**WHAT IS BEING ASKED:** Each line of the listing where the string "main" appears is to be identified and copied.

------------------------------

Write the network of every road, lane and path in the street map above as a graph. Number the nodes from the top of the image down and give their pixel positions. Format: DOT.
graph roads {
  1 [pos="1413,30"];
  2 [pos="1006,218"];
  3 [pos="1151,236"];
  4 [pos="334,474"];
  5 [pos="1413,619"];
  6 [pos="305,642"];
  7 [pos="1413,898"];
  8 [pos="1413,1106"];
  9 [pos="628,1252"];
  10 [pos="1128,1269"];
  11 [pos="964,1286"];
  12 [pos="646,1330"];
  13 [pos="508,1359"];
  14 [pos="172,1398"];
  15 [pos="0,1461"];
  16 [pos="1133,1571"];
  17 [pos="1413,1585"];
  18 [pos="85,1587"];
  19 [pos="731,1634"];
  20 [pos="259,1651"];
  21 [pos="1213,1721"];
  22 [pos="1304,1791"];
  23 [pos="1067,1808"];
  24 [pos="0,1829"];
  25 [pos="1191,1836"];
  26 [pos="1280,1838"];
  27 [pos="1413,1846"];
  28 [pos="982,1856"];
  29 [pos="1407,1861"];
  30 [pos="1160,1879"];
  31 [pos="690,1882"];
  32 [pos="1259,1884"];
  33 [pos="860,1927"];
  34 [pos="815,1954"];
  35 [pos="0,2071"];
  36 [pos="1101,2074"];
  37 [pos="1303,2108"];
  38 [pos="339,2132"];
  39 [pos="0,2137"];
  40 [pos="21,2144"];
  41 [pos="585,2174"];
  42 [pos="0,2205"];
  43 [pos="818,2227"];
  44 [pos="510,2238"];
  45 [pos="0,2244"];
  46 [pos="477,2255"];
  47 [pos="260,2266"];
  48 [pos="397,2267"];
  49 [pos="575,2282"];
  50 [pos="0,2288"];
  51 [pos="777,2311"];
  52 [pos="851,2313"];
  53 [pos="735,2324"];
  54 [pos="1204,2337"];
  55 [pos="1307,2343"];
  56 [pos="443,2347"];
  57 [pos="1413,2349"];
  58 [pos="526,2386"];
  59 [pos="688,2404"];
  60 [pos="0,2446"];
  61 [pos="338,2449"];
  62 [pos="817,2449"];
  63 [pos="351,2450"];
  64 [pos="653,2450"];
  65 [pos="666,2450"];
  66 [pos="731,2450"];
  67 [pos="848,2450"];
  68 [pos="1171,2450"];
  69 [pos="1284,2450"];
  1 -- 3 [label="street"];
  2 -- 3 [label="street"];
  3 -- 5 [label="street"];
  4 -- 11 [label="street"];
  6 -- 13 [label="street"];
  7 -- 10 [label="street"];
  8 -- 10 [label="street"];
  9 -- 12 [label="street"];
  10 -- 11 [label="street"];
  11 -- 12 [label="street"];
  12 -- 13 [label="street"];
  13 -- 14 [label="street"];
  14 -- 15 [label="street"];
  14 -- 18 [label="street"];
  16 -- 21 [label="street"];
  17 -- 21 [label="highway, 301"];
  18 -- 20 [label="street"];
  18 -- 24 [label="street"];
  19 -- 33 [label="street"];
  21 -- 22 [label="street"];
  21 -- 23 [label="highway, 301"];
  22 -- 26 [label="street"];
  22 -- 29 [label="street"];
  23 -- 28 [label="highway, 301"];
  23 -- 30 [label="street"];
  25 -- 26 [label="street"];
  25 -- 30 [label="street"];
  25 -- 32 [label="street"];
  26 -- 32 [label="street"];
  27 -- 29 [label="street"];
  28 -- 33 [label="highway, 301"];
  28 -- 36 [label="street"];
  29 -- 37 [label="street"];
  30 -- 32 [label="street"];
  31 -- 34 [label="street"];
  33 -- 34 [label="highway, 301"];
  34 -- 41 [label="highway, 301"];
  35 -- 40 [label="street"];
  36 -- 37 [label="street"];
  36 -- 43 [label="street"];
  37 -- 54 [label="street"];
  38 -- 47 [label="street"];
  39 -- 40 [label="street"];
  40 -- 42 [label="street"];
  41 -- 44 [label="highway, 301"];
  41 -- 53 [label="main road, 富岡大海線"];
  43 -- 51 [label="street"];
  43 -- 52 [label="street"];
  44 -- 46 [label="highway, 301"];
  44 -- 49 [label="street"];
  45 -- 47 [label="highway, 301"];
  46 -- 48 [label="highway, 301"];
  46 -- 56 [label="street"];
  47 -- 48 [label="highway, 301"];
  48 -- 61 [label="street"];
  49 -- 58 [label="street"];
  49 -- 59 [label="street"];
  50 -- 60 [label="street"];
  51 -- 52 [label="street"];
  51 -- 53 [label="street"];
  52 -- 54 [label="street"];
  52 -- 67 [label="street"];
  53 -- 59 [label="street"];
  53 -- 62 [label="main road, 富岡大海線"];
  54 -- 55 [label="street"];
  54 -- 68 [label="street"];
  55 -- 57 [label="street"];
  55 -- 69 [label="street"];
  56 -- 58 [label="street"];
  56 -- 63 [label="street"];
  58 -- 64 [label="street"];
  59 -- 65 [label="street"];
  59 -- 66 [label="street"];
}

------------------------------

**OUTPUT BELOW:**
  41 -- 53 [label="main road, 富岡大海線"];
  53 -- 62 [label="main road, 富岡大海線"];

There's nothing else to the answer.